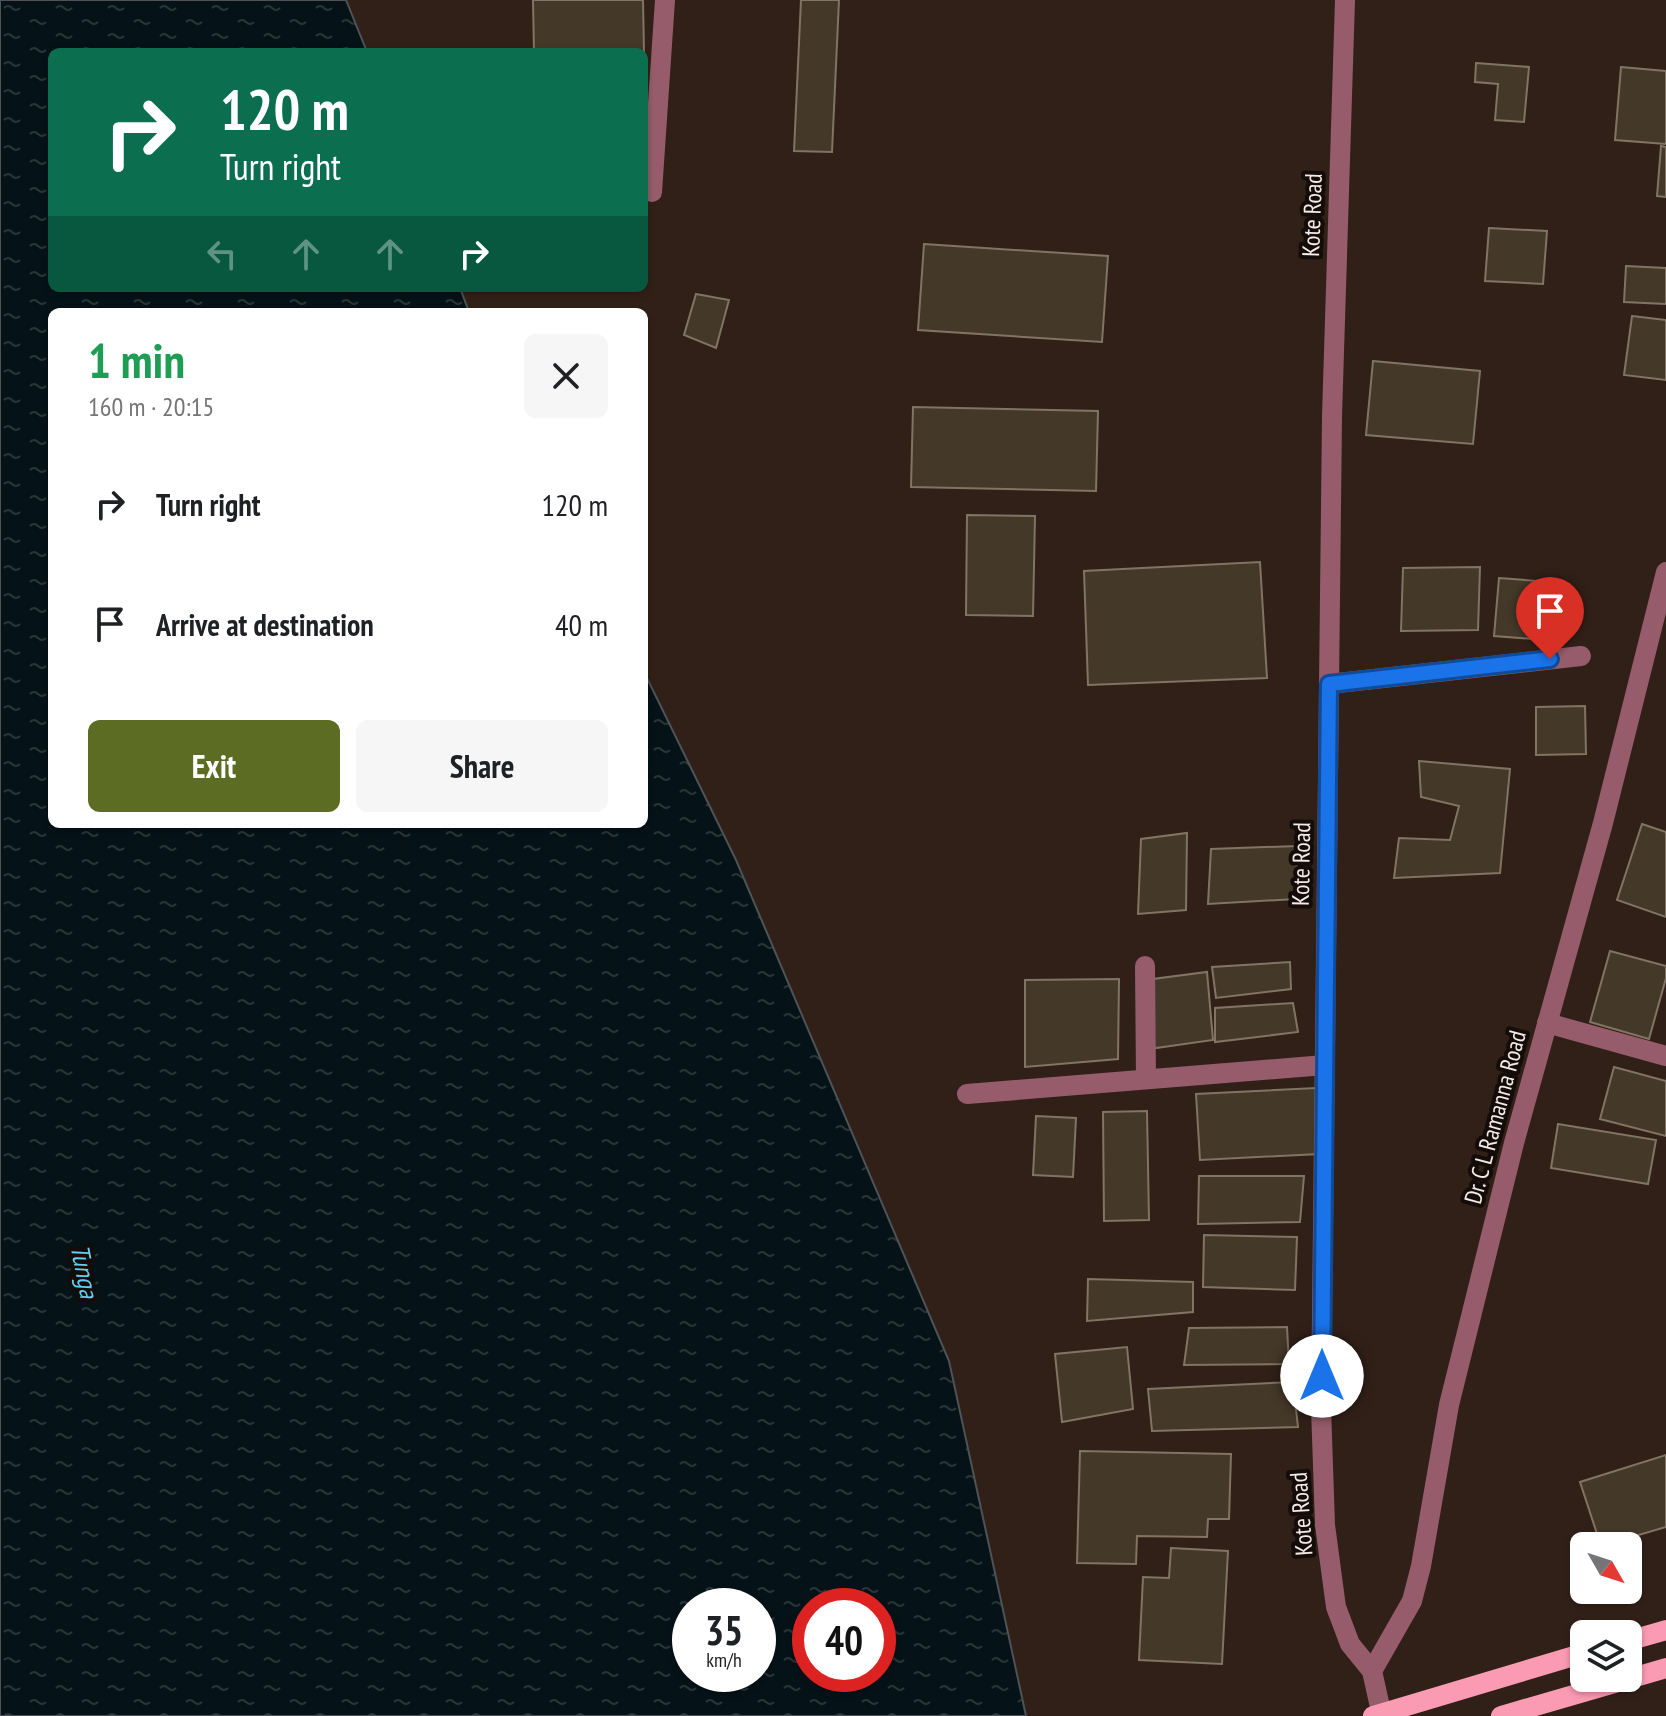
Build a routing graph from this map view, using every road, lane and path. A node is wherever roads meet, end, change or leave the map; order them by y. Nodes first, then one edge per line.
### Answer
1 (665, 0) edge
2 (1345, 0) edge
3 (652, 192) dead end
4 (1666, 572) edge
5 (1581, 656) dead end
6 (1329, 684) junction
7 (1145, 966) dead end
8 (1547, 1023) junction
9 (1666, 1056) edge
10 (1325, 1065) junction
11 (1146, 1079) junction
12 (967, 1094) dead end
13 (1666, 1630) edge
14 (1642, 1637) edge
15 (1570, 1657) edge
16 (1666, 1668) edge
17 (1372, 1671) junction
18 (1379, 1715) edge
19 (1501, 1716) edge

1 - 3 street
2 - 6 street, Kote Road
4 - 8 street, Dr. C L Ramanna Road
5 - 6 street
6 - 10 street, Kote Road
7 - 11 street
8 - 9 street
8 - 17 street, Dr. C L Ramanna Road
10 - 11 street
10 - 17 street, Kote Road
11 - 12 street
13 - 14 main road
15 - 18 main road
16 - 19 main road
17 - 18 street, Kote Road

-----

▶ Brief
Please return the records as they stand, word for word, with no pictures.

▶ Output
Build a routing graph from this map view, using every road, lane and path. A node is wherever roads meet, end, change or leave the map; order them by y. Nodes first, then one edge per line.
### Answer
1 (665, 0) edge
2 (1345, 0) edge
3 (652, 192) dead end
4 (1666, 572) edge
5 (1581, 656) dead end
6 (1329, 684) junction
7 (1145, 966) dead end
8 (1547, 1023) junction
9 (1666, 1056) edge
10 (1325, 1065) junction
11 (1146, 1079) junction
12 (967, 1094) dead end
13 (1666, 1630) edge
14 (1642, 1637) edge
15 (1570, 1657) edge
16 (1666, 1668) edge
17 (1372, 1671) junction
18 (1379, 1715) edge
19 (1501, 1716) edge

1 - 3 street
2 - 6 street, Kote Road
4 - 8 street, Dr. C L Ramanna Road
5 - 6 street
6 - 10 street, Kote Road
7 - 11 street
8 - 9 street
8 - 17 street, Dr. C L Ramanna Road
10 - 11 street
10 - 17 street, Kote Road
11 - 12 street
13 - 14 main road
15 - 18 main road
16 - 19 main road
17 - 18 street, Kote Road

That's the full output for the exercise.